Dataset entries:
====================
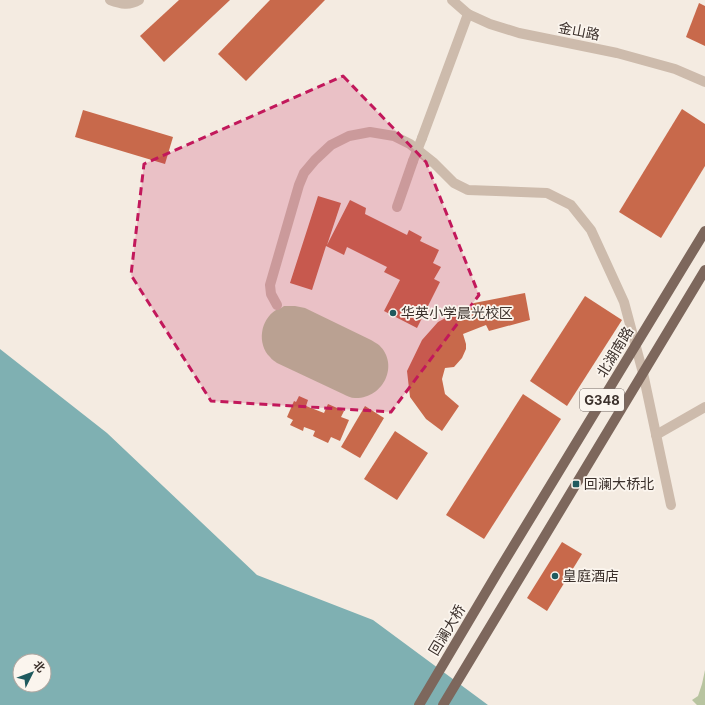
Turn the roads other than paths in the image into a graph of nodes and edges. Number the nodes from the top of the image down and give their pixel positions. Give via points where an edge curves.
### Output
1 (110, 0) edge
2 (139, 0) edge
3 (452, 0) edge
4 (468, 14) junction
5 (705, 82) edge
6 (397, 207) dead end
7 (705, 231) edge
8 (705, 270) edge
9 (277, 305) dead end
10 (636, 345) junction
11 (642, 373) junction
12 (705, 406) edge
13 (656, 435) junction
14 (671, 505) dead end
15 (500, 570) joint
16 (419, 705) edge
17 (443, 705) edge

1 - 2 street via 122,4
3 - 4 street, 金山路
4 - 5 street, 金山路 via 519,33 617,53 674,69
4 - 6 street, bridge
7 - 10 main road, 北湖南路 / G348
8 - 11 main road, G348
9 - 10 street via 271,294 270,285 304,173 331,145 349,136 370,132 394,136 410,144 454,183 468,190 547,194 570,205 591,230 624,302
10 - 11 street
10 - 15 main road, 北湖南路 / G348
11 - 13 street
11 - 17 main road, G348
12 - 13 street
13 - 14 street
15 - 16 main road, 回澜大桥 / G348

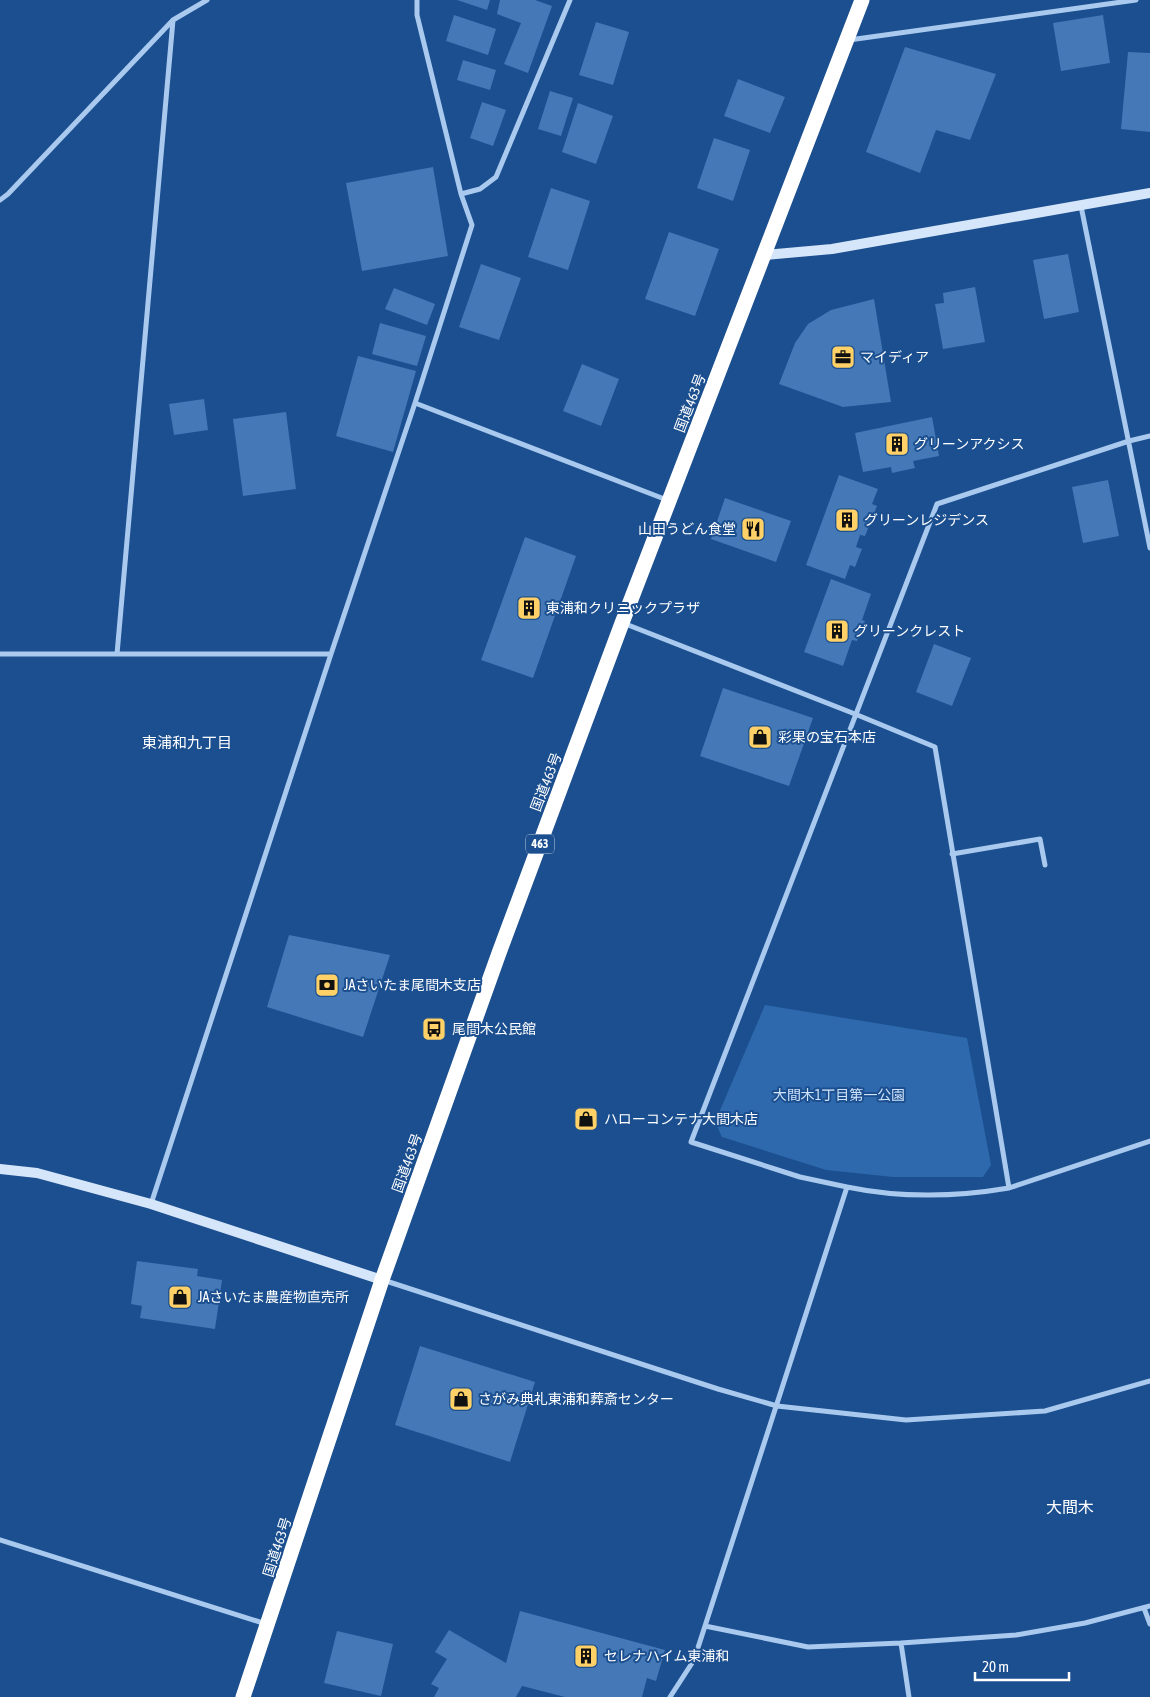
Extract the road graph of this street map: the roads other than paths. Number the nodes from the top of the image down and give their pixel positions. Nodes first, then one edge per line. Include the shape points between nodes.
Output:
1 (207, 0) edge
2 (417, 0) edge
3 (570, 0) edge
4 (862, 0) edge
5 (1136, 0) edge
6 (173, 20) junction
7 (846, 40) junction
8 (1150, 193) edge
9 (461, 194) junction
10 (0, 200) edge
11 (1081, 206) junction
12 (765, 256) junction
13 (416, 402) junction
14 (1150, 436) edge
15 (1129, 441) junction
16 (670, 501) junction
17 (1150, 548) edge
18 (622, 623) junction
19 (0, 654) edge
20 (116, 654) junction
21 (331, 654) junction
22 (855, 714) junction
23 (952, 854) junction
24 (1045, 865) dead end
25 (1150, 1141) edge
26 (0, 1169) edge
27 (847, 1187) junction
28 (1009, 1188) junction
29 (151, 1204) junction
30 (382, 1280) junction
31 (1150, 1381) edge
32 (777, 1406) junction
33 (0, 1540) edge
34 (1147, 1607) edge
35 (1150, 1624) edge
36 (268, 1625) junction
37 (705, 1626) junction
38 (901, 1643) junction
39 (243, 1697) edge
40 (670, 1697) edge
41 (909, 1697) edge

1 - 6 street
2 - 9 street via 417,15
3 - 9 street via 496,177 480,189
4 - 7 highway, 国道463号 / 463
5 - 7 street
6 - 10 street
6 - 20 street
7 - 12 highway, 国道463号 / 463
8 - 11 street
9 - 13 street via 472,224
11 - 12 street via 832,249
11 - 15 street
12 - 16 highway, 国道463号 / 463
13 - 16 street
13 - 21 street
14 - 15 street
15 - 17 street
15 - 22 street via 937,504
16 - 18 highway, 国道463号 / 463
18 - 22 street
18 - 30 highway, 国道463号 / 463
19 - 20 street
20 - 21 street
21 - 29 street
22 - 23 street via 935,747
22 - 27 street via 691,1142 800,1177
23 - 24 street via 1040,838
23 - 28 street
25 - 28 street
26 - 29 street via 37,1173
27 - 28 street via 909,1194 961,1194
27 - 32 street
29 - 30 street
30 - 32 street
30 - 36 highway, 国道463号 / 463
31 - 32 street via 1045,1411 906,1420
32 - 37 street
33 - 36 street
34 - 35 street
34 - 38 street via 1085,1623 1016,1635
36 - 39 highway, 国道463号 / 463
37 - 38 street via 808,1647
37 - 40 street via 694,1660
38 - 41 street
====================
### INSTRUCTIONS TO FOLLOW
Give back every entry verbatim. No pictures belong in the copy.

### ANSWER TO THE EXERCISE
Turn the roads other than paths in the image into a graph of nodes and edges. Number the nodes from the top of the image down and give their pixel positions. Give via points where an edge curves.
### Output
1 (110, 0) edge
2 (139, 0) edge
3 (452, 0) edge
4 (468, 14) junction
5 (705, 82) edge
6 (397, 207) dead end
7 (705, 231) edge
8 (705, 270) edge
9 (277, 305) dead end
10 (636, 345) junction
11 (642, 373) junction
12 (705, 406) edge
13 (656, 435) junction
14 (671, 505) dead end
15 (500, 570) joint
16 (419, 705) edge
17 (443, 705) edge

1 - 2 street via 122,4
3 - 4 street, 金山路
4 - 5 street, 金山路 via 519,33 617,53 674,69
4 - 6 street, bridge
7 - 10 main road, 北湖南路 / G348
8 - 11 main road, G348
9 - 10 street via 271,294 270,285 304,173 331,145 349,136 370,132 394,136 410,144 454,183 468,190 547,194 570,205 591,230 624,302
10 - 11 street
10 - 15 main road, 北湖南路 / G348
11 - 13 street
11 - 17 main road, G348
12 - 13 street
13 - 14 street
15 - 16 main road, 回澜大桥 / G348

Extract the road graph of this street map: the roads other than paths. Number the nodes from the top of the image down and give their pixel positions. Nodes first, then one edge per line. Include the shape points between nodes.
Output:
1 (207, 0) edge
2 (417, 0) edge
3 (570, 0) edge
4 (862, 0) edge
5 (1136, 0) edge
6 (173, 20) junction
7 (846, 40) junction
8 (1150, 193) edge
9 (461, 194) junction
10 (0, 200) edge
11 (1081, 206) junction
12 (765, 256) junction
13 (416, 402) junction
14 (1150, 436) edge
15 (1129, 441) junction
16 (670, 501) junction
17 (1150, 548) edge
18 (622, 623) junction
19 (0, 654) edge
20 (116, 654) junction
21 (331, 654) junction
22 (855, 714) junction
23 (952, 854) junction
24 (1045, 865) dead end
25 (1150, 1141) edge
26 (0, 1169) edge
27 (847, 1187) junction
28 (1009, 1188) junction
29 (151, 1204) junction
30 (382, 1280) junction
31 (1150, 1381) edge
32 (777, 1406) junction
33 (0, 1540) edge
34 (1147, 1607) edge
35 (1150, 1624) edge
36 (268, 1625) junction
37 (705, 1626) junction
38 (901, 1643) junction
39 (243, 1697) edge
40 (670, 1697) edge
41 (909, 1697) edge

1 - 6 street
2 - 9 street via 417,15
3 - 9 street via 496,177 480,189
4 - 7 highway, 国道463号 / 463
5 - 7 street
6 - 10 street
6 - 20 street
7 - 12 highway, 国道463号 / 463
8 - 11 street
9 - 13 street via 472,224
11 - 12 street via 832,249
11 - 15 street
12 - 16 highway, 国道463号 / 463
13 - 16 street
13 - 21 street
14 - 15 street
15 - 17 street
15 - 22 street via 937,504
16 - 18 highway, 国道463号 / 463
18 - 22 street
18 - 30 highway, 国道463号 / 463
19 - 20 street
20 - 21 street
21 - 29 street
22 - 23 street via 935,747
22 - 27 street via 691,1142 800,1177
23 - 24 street via 1040,838
23 - 28 street
25 - 28 street
26 - 29 street via 37,1173
27 - 28 street via 909,1194 961,1194
27 - 32 street
29 - 30 street
30 - 32 street
30 - 36 highway, 国道463号 / 463
31 - 32 street via 1045,1411 906,1420
32 - 37 street
33 - 36 street
34 - 35 street
34 - 38 street via 1085,1623 1016,1635
36 - 39 highway, 国道463号 / 463
37 - 38 street via 808,1647
37 - 40 street via 694,1660
38 - 41 street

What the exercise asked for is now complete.